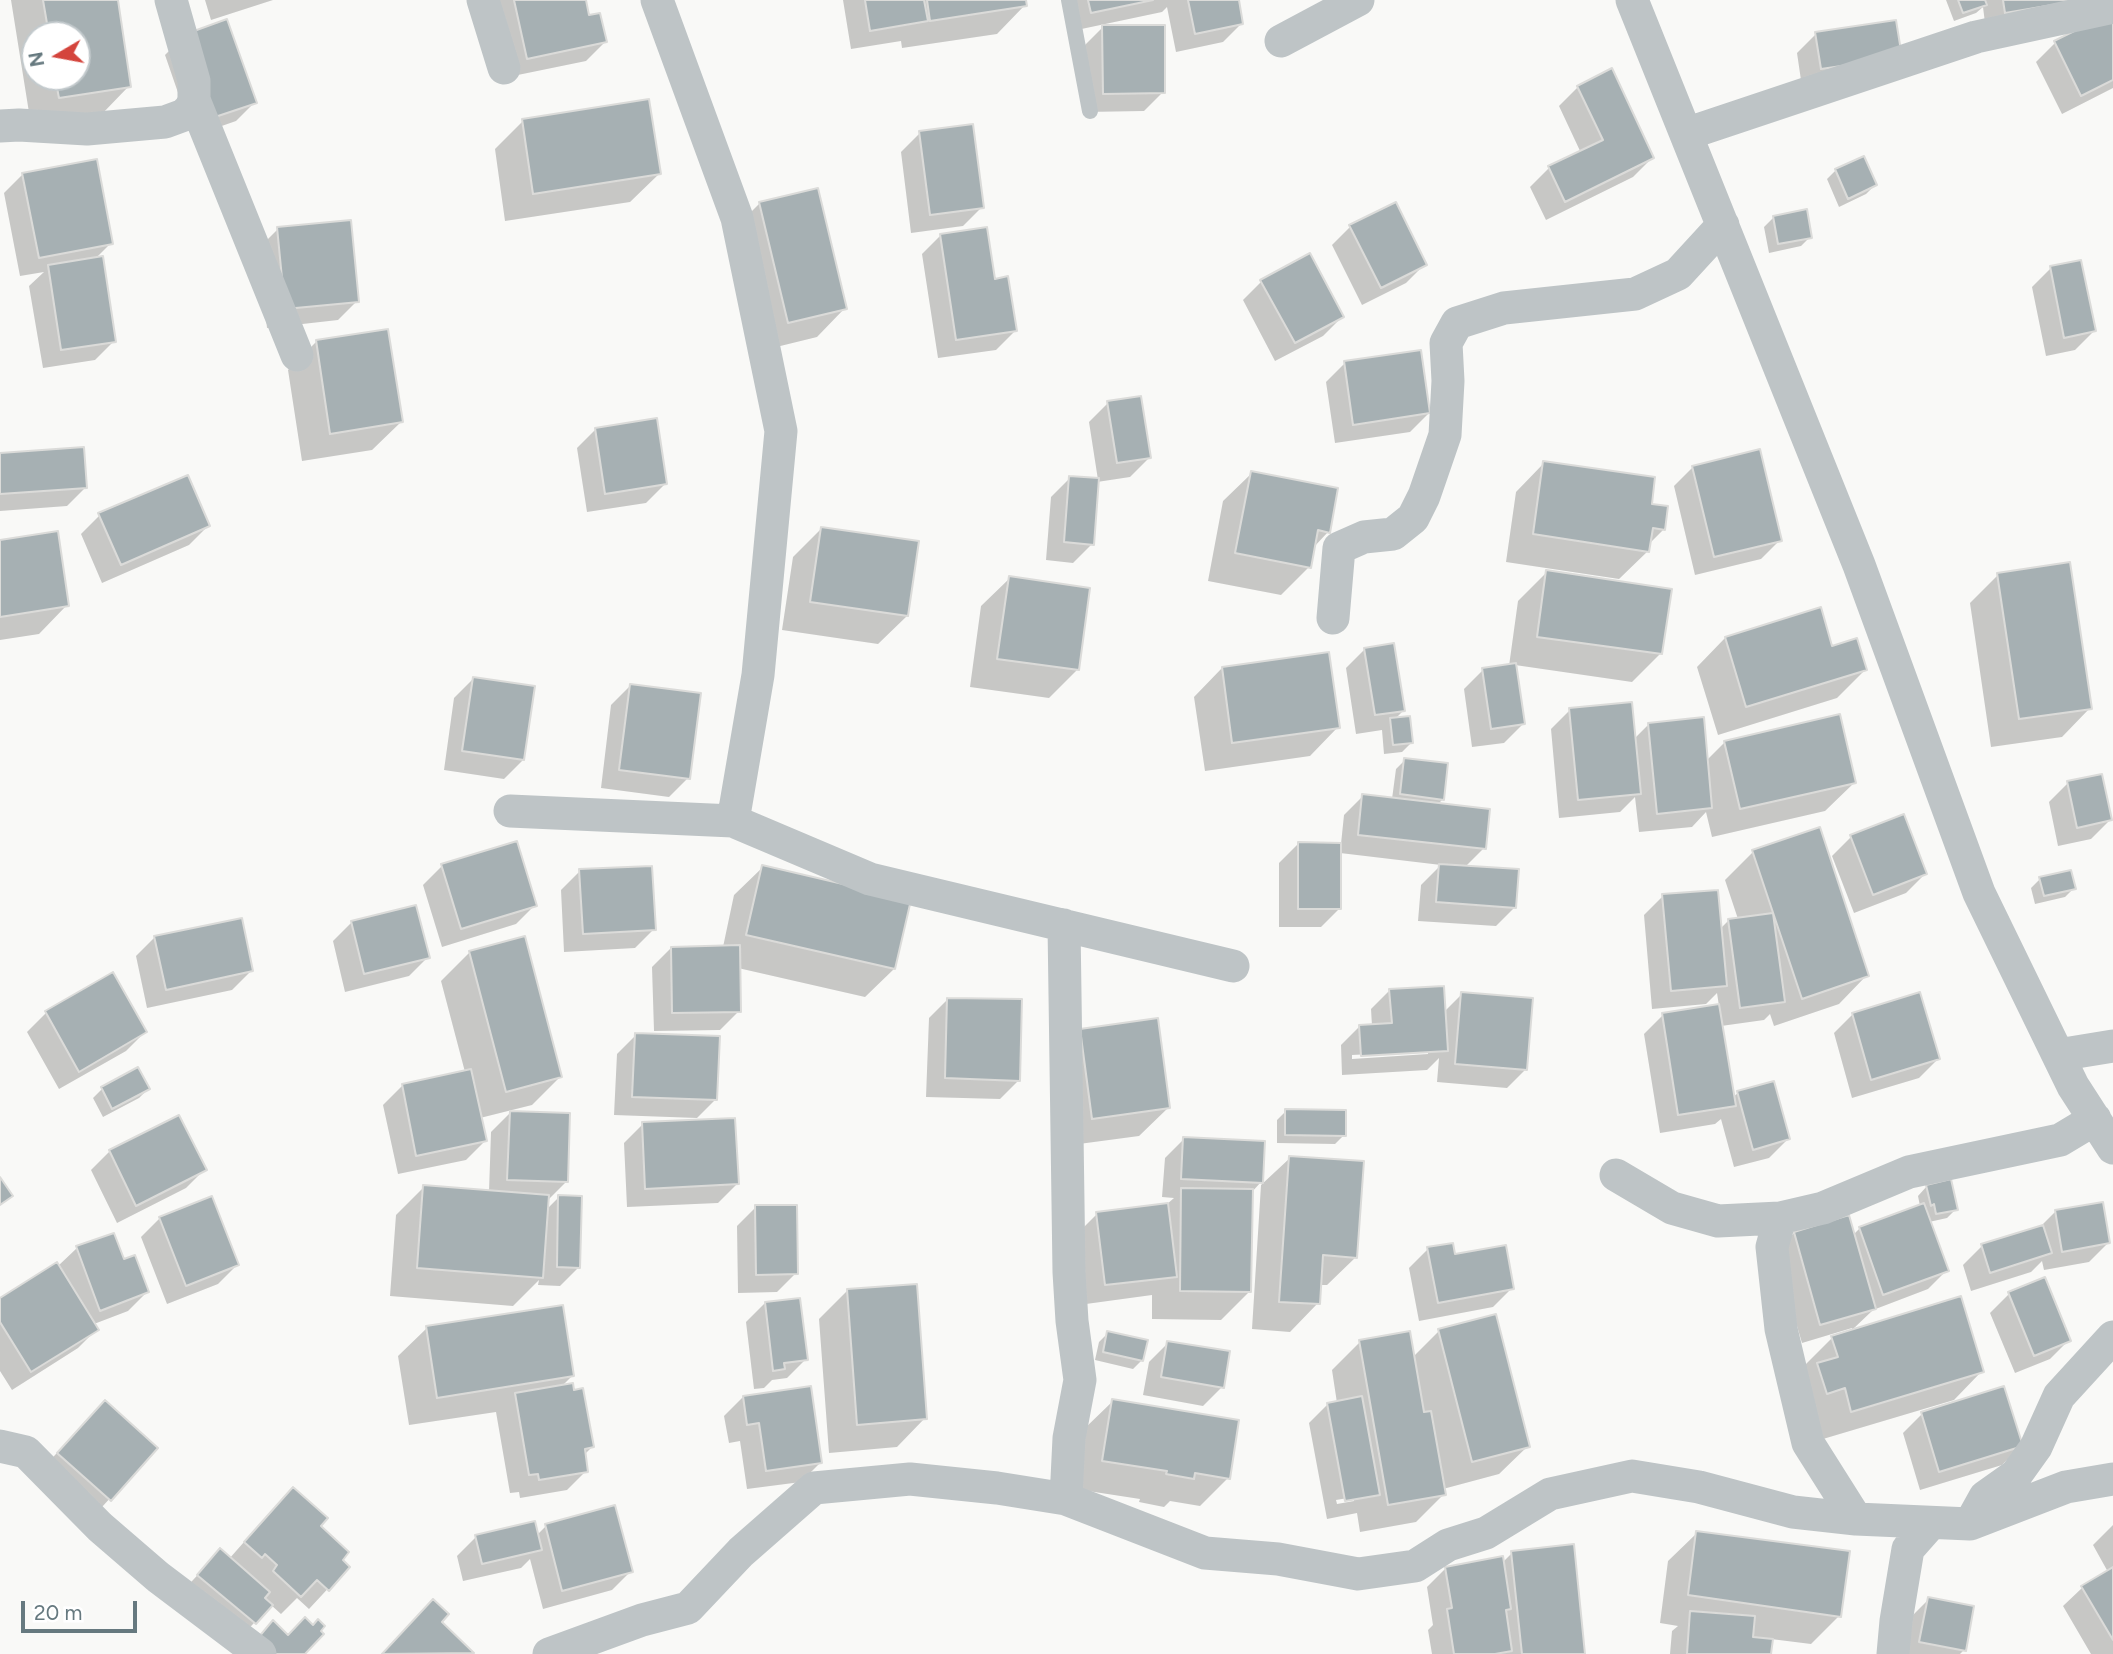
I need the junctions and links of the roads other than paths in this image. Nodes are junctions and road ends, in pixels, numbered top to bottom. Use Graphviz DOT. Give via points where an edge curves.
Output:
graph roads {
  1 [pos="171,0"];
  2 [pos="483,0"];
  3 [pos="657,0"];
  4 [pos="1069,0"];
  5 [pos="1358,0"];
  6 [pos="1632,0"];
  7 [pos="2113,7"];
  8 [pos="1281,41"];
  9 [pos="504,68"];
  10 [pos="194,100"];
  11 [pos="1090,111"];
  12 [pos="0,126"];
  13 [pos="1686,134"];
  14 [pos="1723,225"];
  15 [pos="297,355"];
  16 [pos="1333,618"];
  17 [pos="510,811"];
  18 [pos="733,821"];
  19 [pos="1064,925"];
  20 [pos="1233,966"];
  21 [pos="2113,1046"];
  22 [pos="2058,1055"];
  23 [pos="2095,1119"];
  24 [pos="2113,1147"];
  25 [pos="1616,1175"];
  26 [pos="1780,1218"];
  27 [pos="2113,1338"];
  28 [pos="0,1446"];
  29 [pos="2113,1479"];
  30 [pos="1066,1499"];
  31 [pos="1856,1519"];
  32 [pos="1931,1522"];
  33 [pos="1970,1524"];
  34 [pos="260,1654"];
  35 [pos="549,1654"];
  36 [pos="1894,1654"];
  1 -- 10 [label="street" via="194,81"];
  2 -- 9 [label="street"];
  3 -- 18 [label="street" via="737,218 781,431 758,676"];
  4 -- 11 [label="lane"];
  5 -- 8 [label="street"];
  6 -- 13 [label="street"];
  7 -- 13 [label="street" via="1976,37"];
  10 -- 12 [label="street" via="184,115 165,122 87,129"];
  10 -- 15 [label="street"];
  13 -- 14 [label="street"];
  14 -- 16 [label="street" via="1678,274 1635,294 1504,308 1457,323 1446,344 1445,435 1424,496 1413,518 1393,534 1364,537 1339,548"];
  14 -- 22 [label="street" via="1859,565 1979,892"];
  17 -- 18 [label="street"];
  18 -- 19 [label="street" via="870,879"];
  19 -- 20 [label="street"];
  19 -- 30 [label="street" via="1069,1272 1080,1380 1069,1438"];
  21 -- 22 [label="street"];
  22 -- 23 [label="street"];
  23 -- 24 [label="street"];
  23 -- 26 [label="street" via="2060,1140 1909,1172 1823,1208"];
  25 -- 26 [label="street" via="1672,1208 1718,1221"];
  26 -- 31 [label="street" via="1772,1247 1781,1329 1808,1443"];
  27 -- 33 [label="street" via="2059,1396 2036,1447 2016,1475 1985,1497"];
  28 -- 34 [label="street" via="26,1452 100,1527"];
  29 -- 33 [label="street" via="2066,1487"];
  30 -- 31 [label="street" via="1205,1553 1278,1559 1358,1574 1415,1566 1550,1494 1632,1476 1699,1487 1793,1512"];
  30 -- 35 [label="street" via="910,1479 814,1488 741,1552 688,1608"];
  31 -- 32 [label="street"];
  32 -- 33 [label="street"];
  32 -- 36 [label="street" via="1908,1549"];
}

————————

What you need to do ▸
Every record above must reappear exactly in the answer, minus its pictures.

Output ▸
I need the junctions and links of the roads other than paths in this image. Nodes are junctions and road ends, in pixels, numbered top to bottom. Use Graphviz DOT. Give via points where an edge curves.
Output:
graph roads {
  1 [pos="171,0"];
  2 [pos="483,0"];
  3 [pos="657,0"];
  4 [pos="1069,0"];
  5 [pos="1358,0"];
  6 [pos="1632,0"];
  7 [pos="2113,7"];
  8 [pos="1281,41"];
  9 [pos="504,68"];
  10 [pos="194,100"];
  11 [pos="1090,111"];
  12 [pos="0,126"];
  13 [pos="1686,134"];
  14 [pos="1723,225"];
  15 [pos="297,355"];
  16 [pos="1333,618"];
  17 [pos="510,811"];
  18 [pos="733,821"];
  19 [pos="1064,925"];
  20 [pos="1233,966"];
  21 [pos="2113,1046"];
  22 [pos="2058,1055"];
  23 [pos="2095,1119"];
  24 [pos="2113,1147"];
  25 [pos="1616,1175"];
  26 [pos="1780,1218"];
  27 [pos="2113,1338"];
  28 [pos="0,1446"];
  29 [pos="2113,1479"];
  30 [pos="1066,1499"];
  31 [pos="1856,1519"];
  32 [pos="1931,1522"];
  33 [pos="1970,1524"];
  34 [pos="260,1654"];
  35 [pos="549,1654"];
  36 [pos="1894,1654"];
  1 -- 10 [label="street" via="194,81"];
  2 -- 9 [label="street"];
  3 -- 18 [label="street" via="737,218 781,431 758,676"];
  4 -- 11 [label="lane"];
  5 -- 8 [label="street"];
  6 -- 13 [label="street"];
  7 -- 13 [label="street" via="1976,37"];
  10 -- 12 [label="street" via="184,115 165,122 87,129"];
  10 -- 15 [label="street"];
  13 -- 14 [label="street"];
  14 -- 16 [label="street" via="1678,274 1635,294 1504,308 1457,323 1446,344 1445,435 1424,496 1413,518 1393,534 1364,537 1339,548"];
  14 -- 22 [label="street" via="1859,565 1979,892"];
  17 -- 18 [label="street"];
  18 -- 19 [label="street" via="870,879"];
  19 -- 20 [label="street"];
  19 -- 30 [label="street" via="1069,1272 1080,1380 1069,1438"];
  21 -- 22 [label="street"];
  22 -- 23 [label="street"];
  23 -- 24 [label="street"];
  23 -- 26 [label="street" via="2060,1140 1909,1172 1823,1208"];
  25 -- 26 [label="street" via="1672,1208 1718,1221"];
  26 -- 31 [label="street" via="1772,1247 1781,1329 1808,1443"];
  27 -- 33 [label="street" via="2059,1396 2036,1447 2016,1475 1985,1497"];
  28 -- 34 [label="street" via="26,1452 100,1527"];
  29 -- 33 [label="street" via="2066,1487"];
  30 -- 31 [label="street" via="1205,1553 1278,1559 1358,1574 1415,1566 1550,1494 1632,1476 1699,1487 1793,1512"];
  30 -- 35 [label="street" via="910,1479 814,1488 741,1552 688,1608"];
  31 -- 32 [label="street"];
  32 -- 33 [label="street"];
  32 -- 36 [label="street" via="1908,1549"];
}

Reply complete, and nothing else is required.